## EXERCISE OBJECTIVE
For this exercise, copy each line of the records that contains the word "Include".

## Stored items
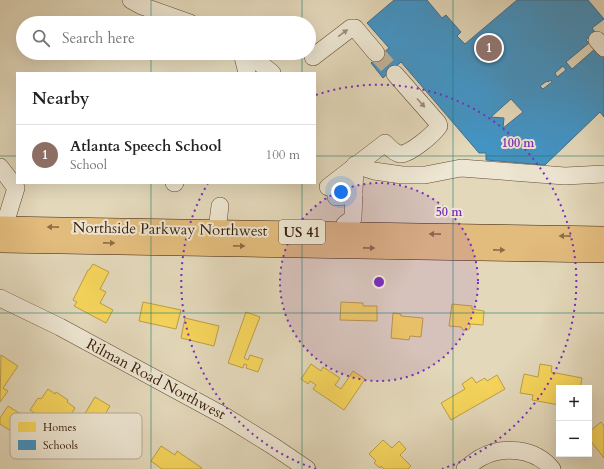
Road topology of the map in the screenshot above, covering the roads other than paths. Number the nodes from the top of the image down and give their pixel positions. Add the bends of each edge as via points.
1 (131, 0) edge
2 (170, 16) edge
3 (376, 53) tunnel mouth
4 (316, 55) edge
5 (244, 60) edge
6 (256, 60) edge
7 (247, 72) edge
8 (271, 72) edge
9 (395, 74) tunnel mouth
10 (355, 165) junction
11 (0, 167) edge
12 (604, 174) edge
13 (425, 175) junction
14 (355, 191) junction
15 (220, 206) dead end
16 (218, 230) junction
17 (1, 232) edge
18 (345, 235) junction
19 (604, 237) edge
20 (604, 252) edge
21 (0, 298) edge
22 (307, 469) edge
23 (465, 469) edge
24 (552, 469) edge

1 - 2 street
4 -> 3 street via 351,28 355,28
5 - 7 street
6 - 8 street
9 -> 10 street via 439,126 410,151 400,154 385,142
10 - 13 street via 402,175
10 - 14 street
10 - 14 street via 332,192
11 - 17 street via 16,188
12 - 13 street via 565,176 461,168
13 - 14 street via 404,183 373,180 360,183
14 - 18 street via 353,218
15 - 16 street
16 -> 17 main road, Northside Parkway Northwest / US 41
16 - 18 main road, Northside Parkway Northwest / US 41
17 -> 18 main road, Northside Parkway Northwest / US 41
19 -> 18 main road, Northside Parkway Northwest / US 41
18 -> 20 main road, Northside Parkway Northwest / US 41
21 - 22 street, Rilman Road Northwest via 60,327 226,417
23 - 24 street via 481,457 499,450 519,450 534,455

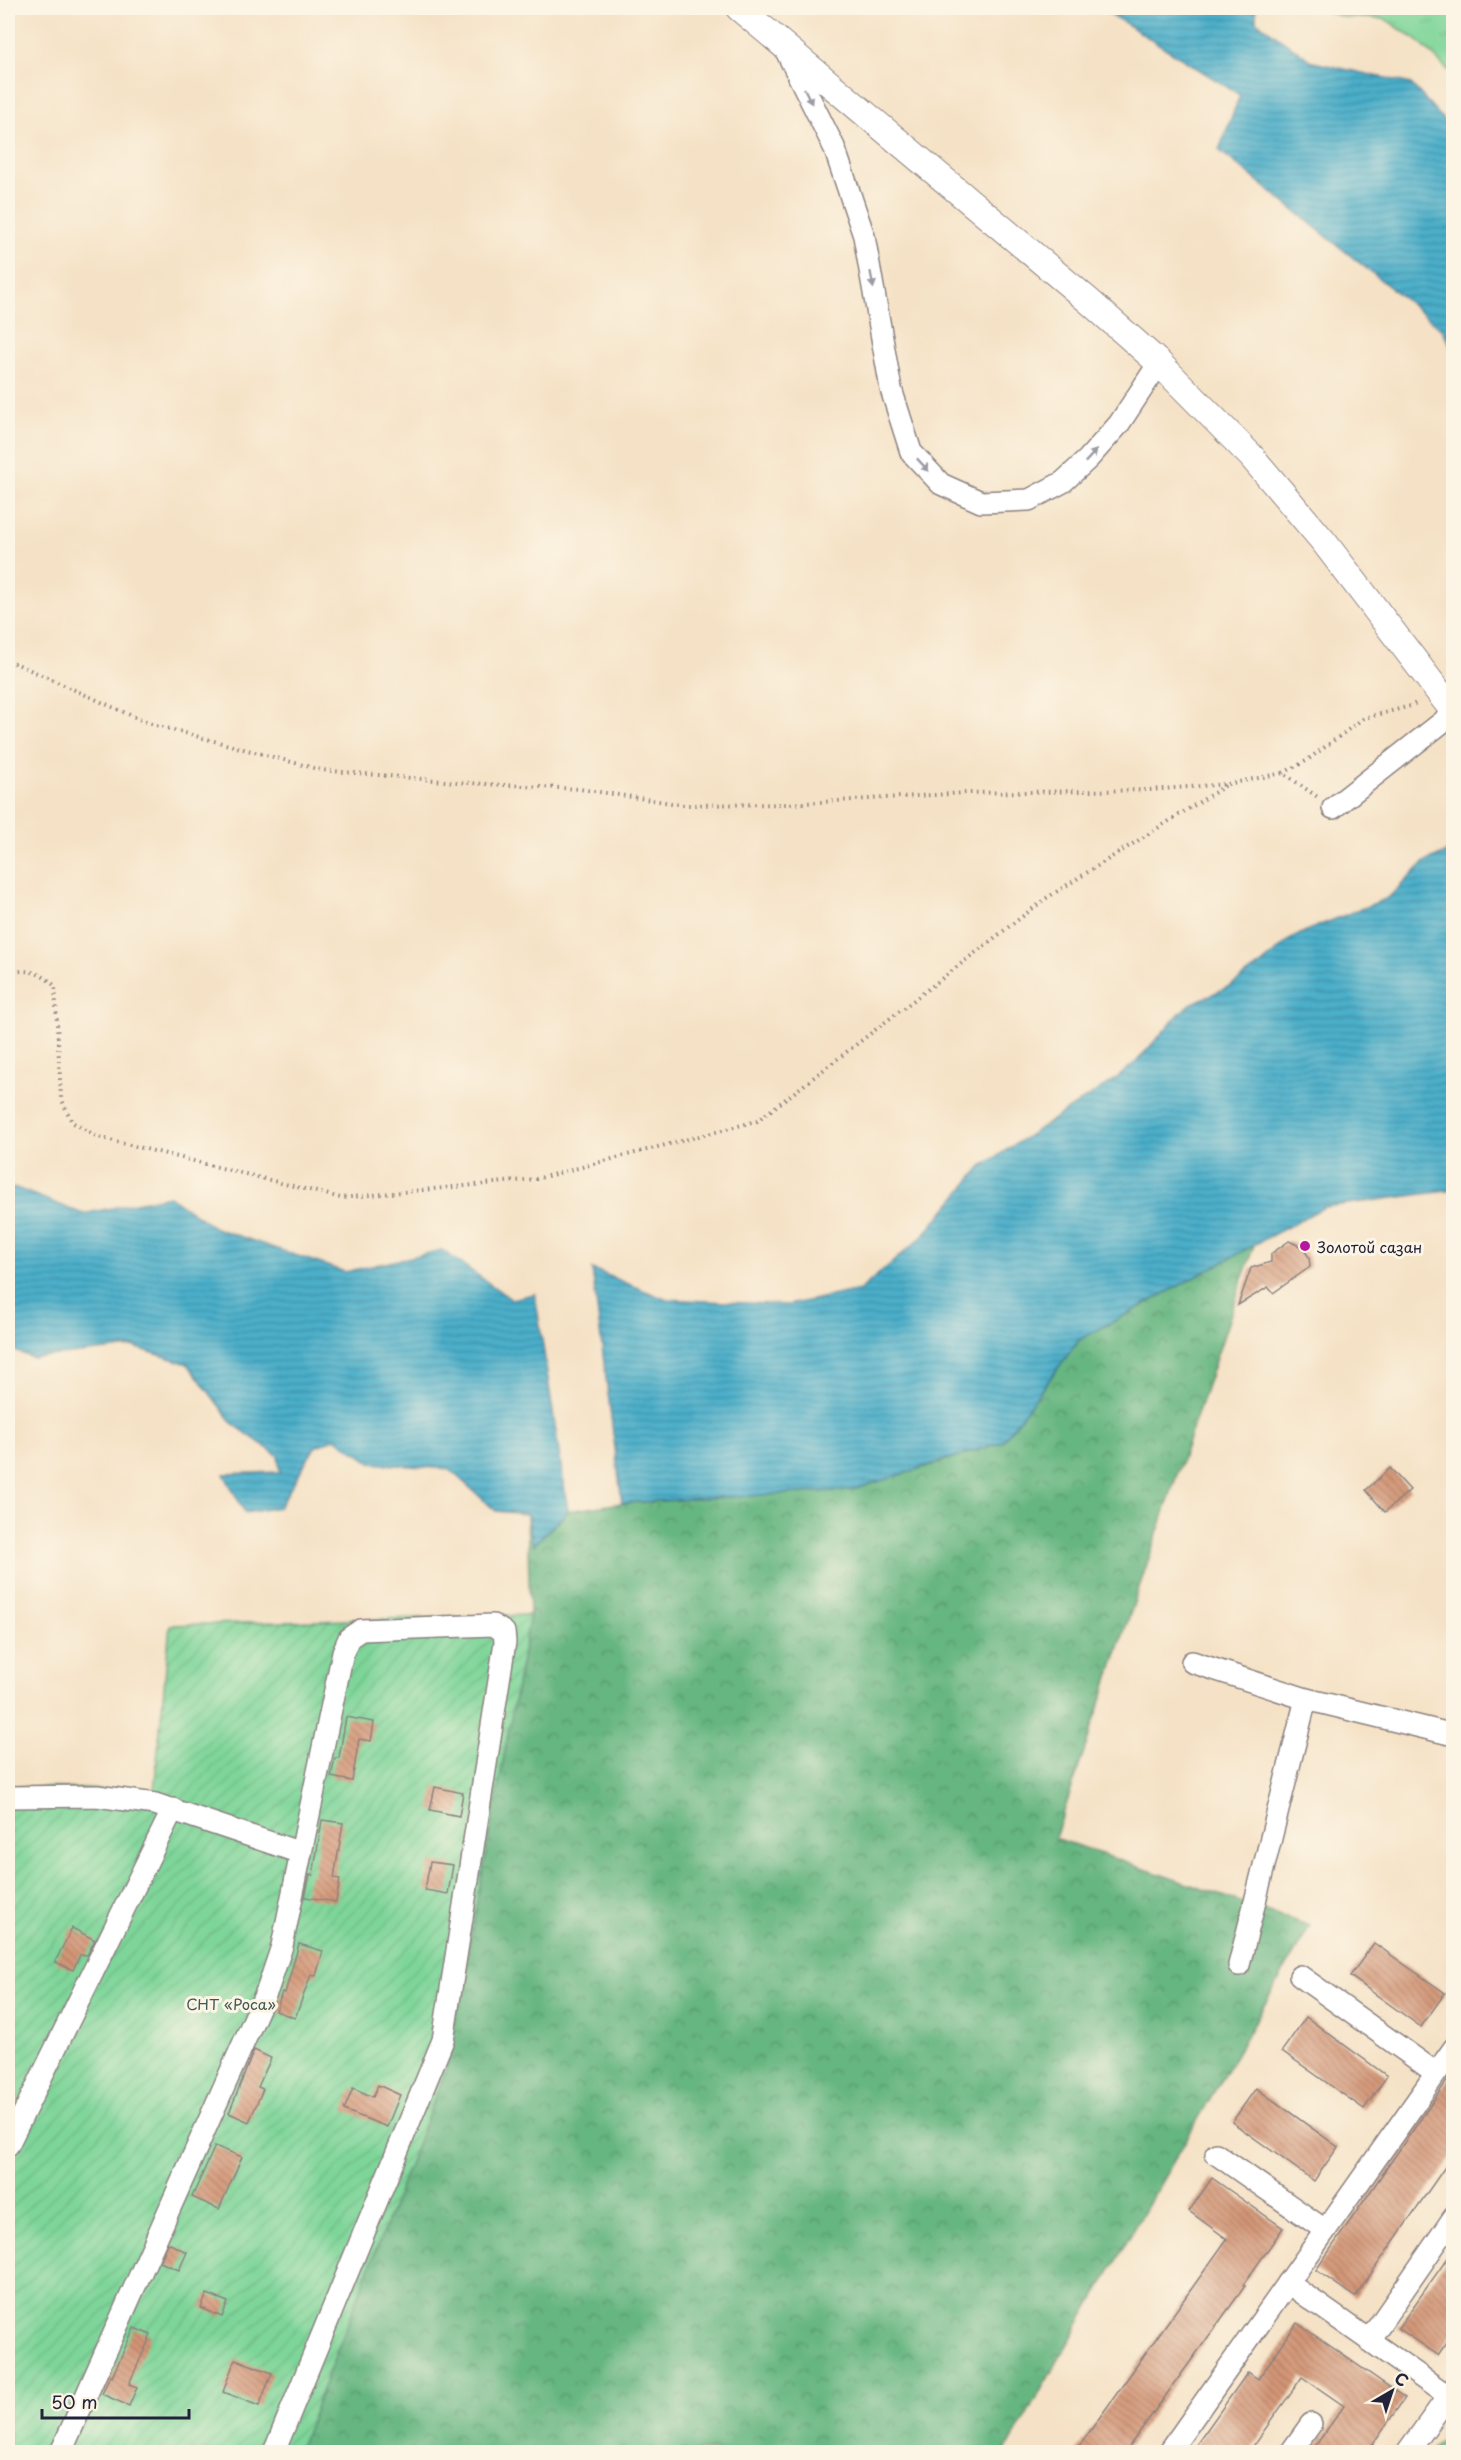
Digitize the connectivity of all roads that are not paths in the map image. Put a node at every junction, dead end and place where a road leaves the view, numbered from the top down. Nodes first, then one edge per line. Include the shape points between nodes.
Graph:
1 (739, 8) edge
2 (783, 44) junction
3 (1159, 363) junction
4 (1454, 713) edge
5 (1333, 808) road end
6 (1192, 1662) dead end
7 (1306, 1699) junction
8 (1454, 1735) edge
9 (8, 1797) edge
10 (173, 1809) junction
11 (301, 1853) junction
12 (1239, 1965) dead end
13 (1300, 1976) dead end
14 (1454, 2048) edge
15 (1436, 2073) junction
16 (8, 2145) edge
17 (1216, 2154) dead end
18 (1454, 2217) edge
19 (1325, 2230) junction
20 (1288, 2283) junction
21 (1369, 2340) junction
22 (1451, 2392) edge
23 (1311, 2424) dead end
24 (61, 2452) edge
25 (274, 2452) edge
26 (1169, 2452) edge
27 (1291, 2452) edge
28 (1408, 2452) edge

1 - 2 main road
2 - 3 main road
2 -> 3 street via 834,147 864,236 891,389 911,452 941,484 981,502 1029,500 1063,482 1119,423
3 - 4 main road via 1251,456 1324,542
4 - 5 street
6 - 7 street
7 - 8 street
7 - 12 street
9 - 10 street via 97,1796
10 - 11 street
10 - 16 street
11 - 24 street via 282,1946 268,1988
11 - 25 street via 349,1638 361,1630 499,1627 505,1642 443,2040
13 - 15 street
14 - 15 street
15 - 19 street
17 - 19 street
18 - 21 street
19 - 20 street
20 - 21 street
20 - 26 street
21 - 22 street
22 - 28 street
23 - 27 street

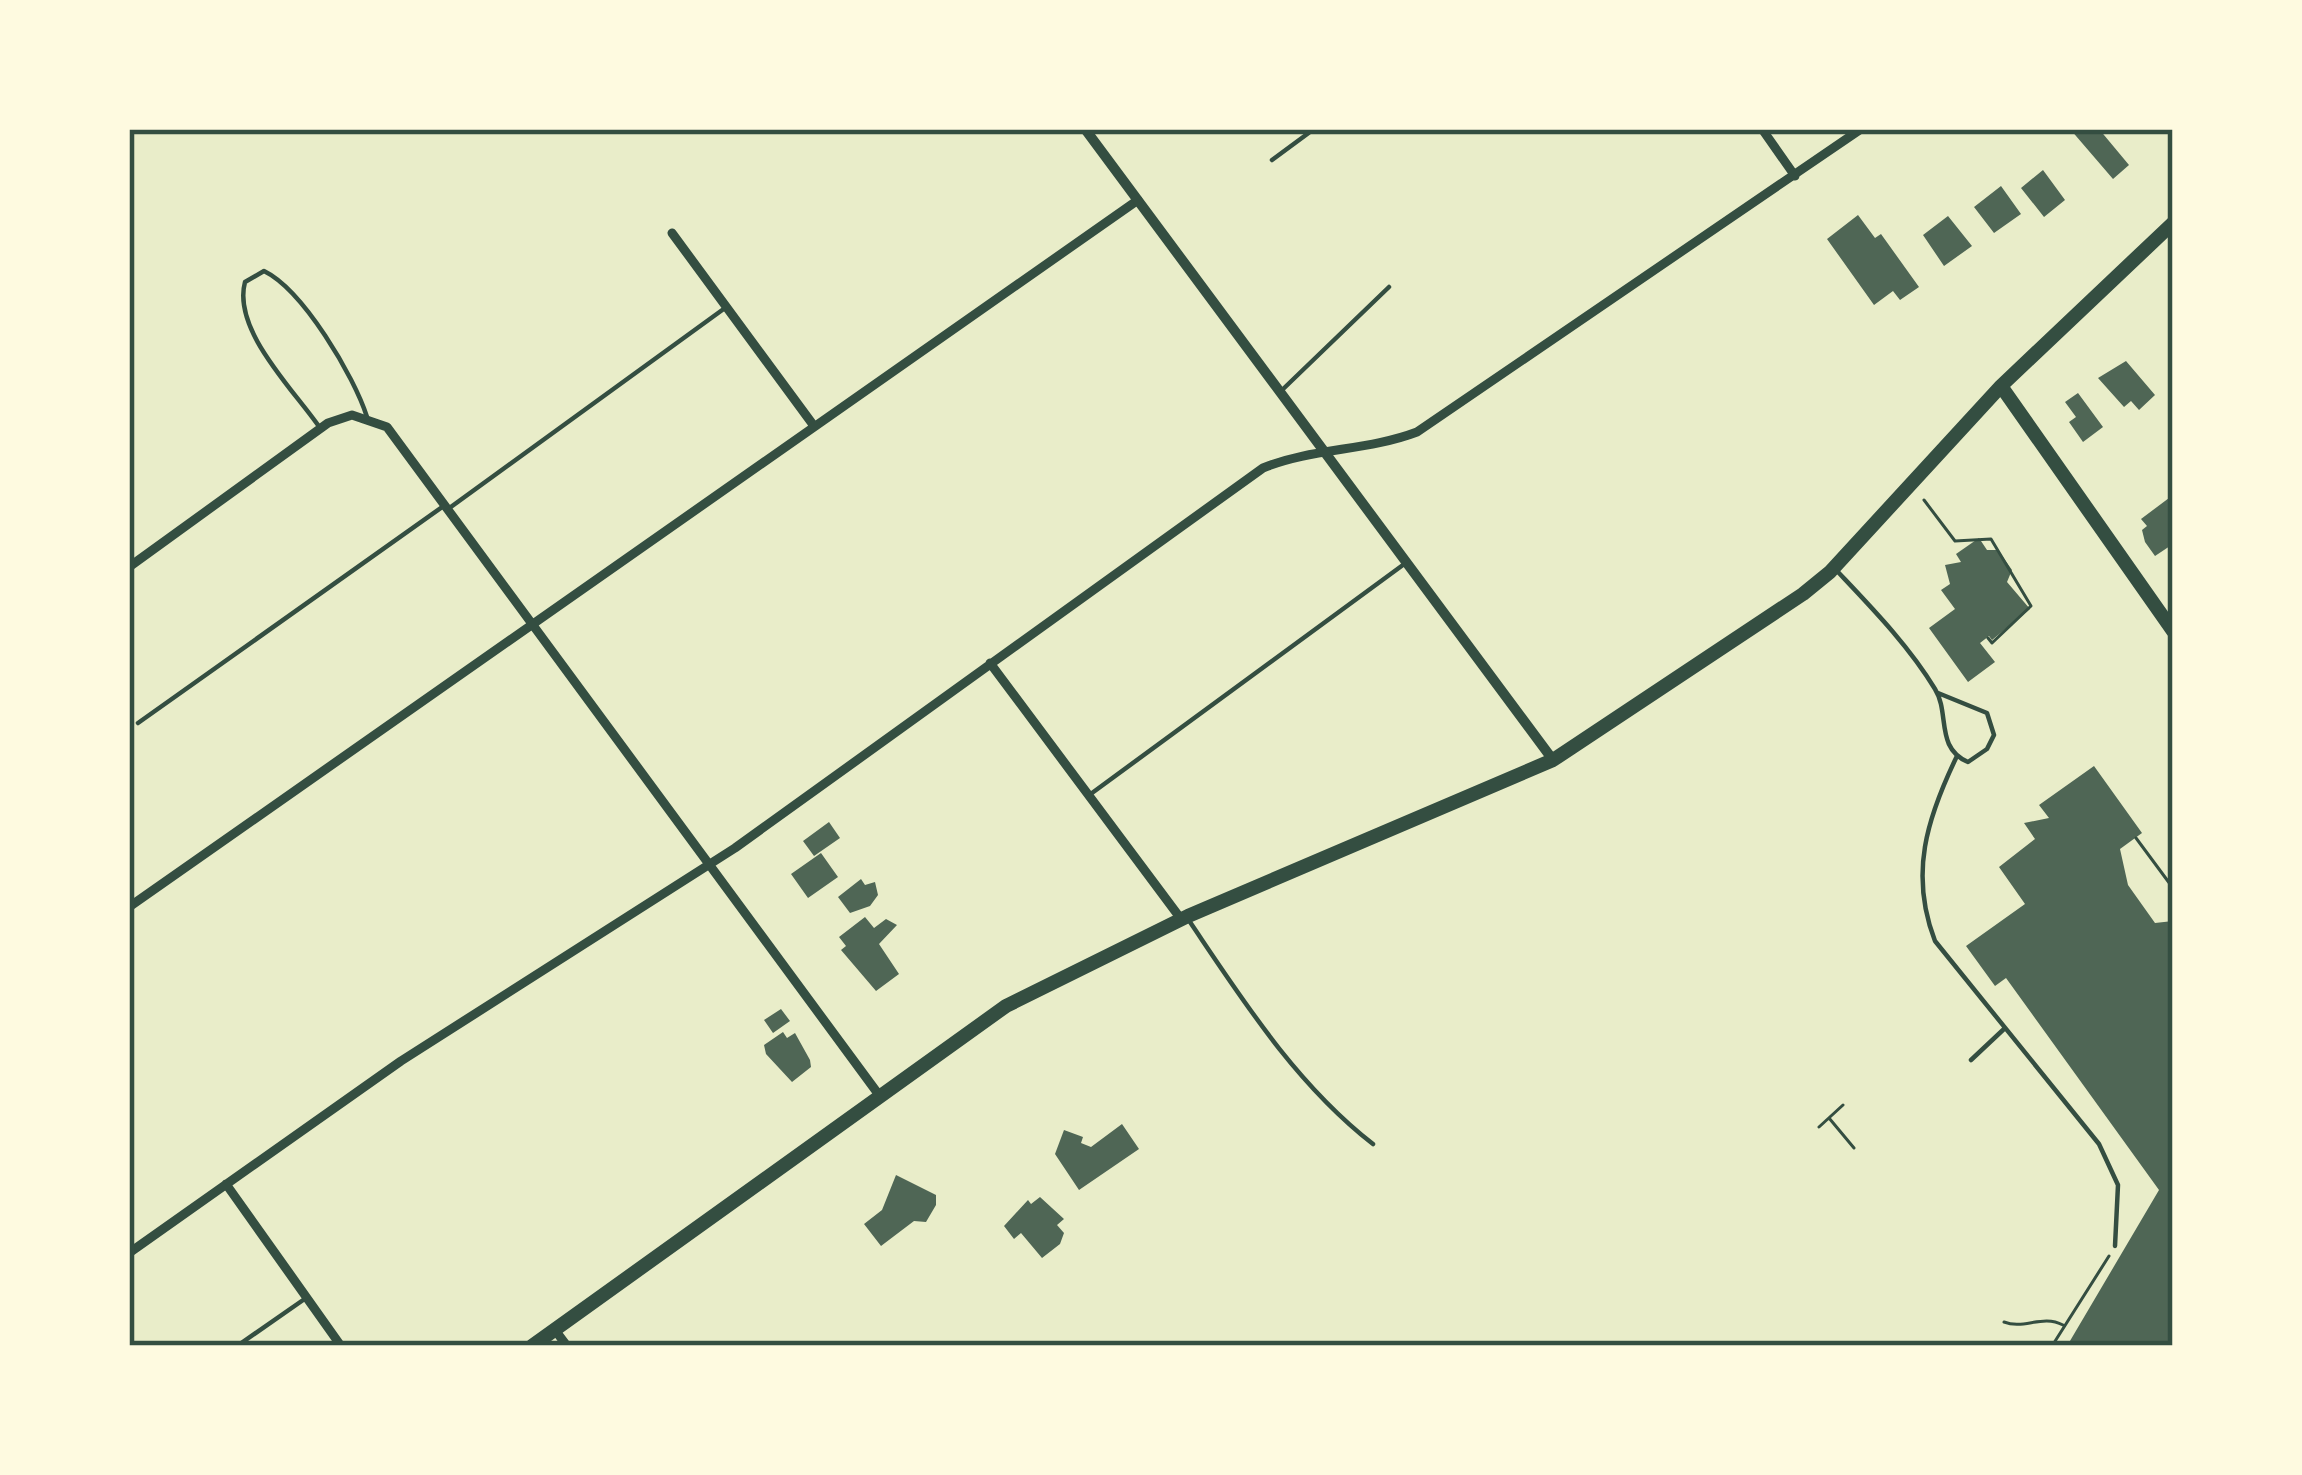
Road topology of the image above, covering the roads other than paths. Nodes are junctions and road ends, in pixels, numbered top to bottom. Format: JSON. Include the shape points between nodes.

## FINISHED TASK
Digitize the connectivity of all roads that are not paths in the map image. Put a node at every junction, dead end and place where a road leaves the view, numbered from the top down. Nodes first, then one edge per line. Include the shape points between nodes.
Road topology of the image above, covering the roads other than paths. Nodes are junctions and road ends, in pixels, numbered top to bottom. Format: JSON. Include the shape points between nodes.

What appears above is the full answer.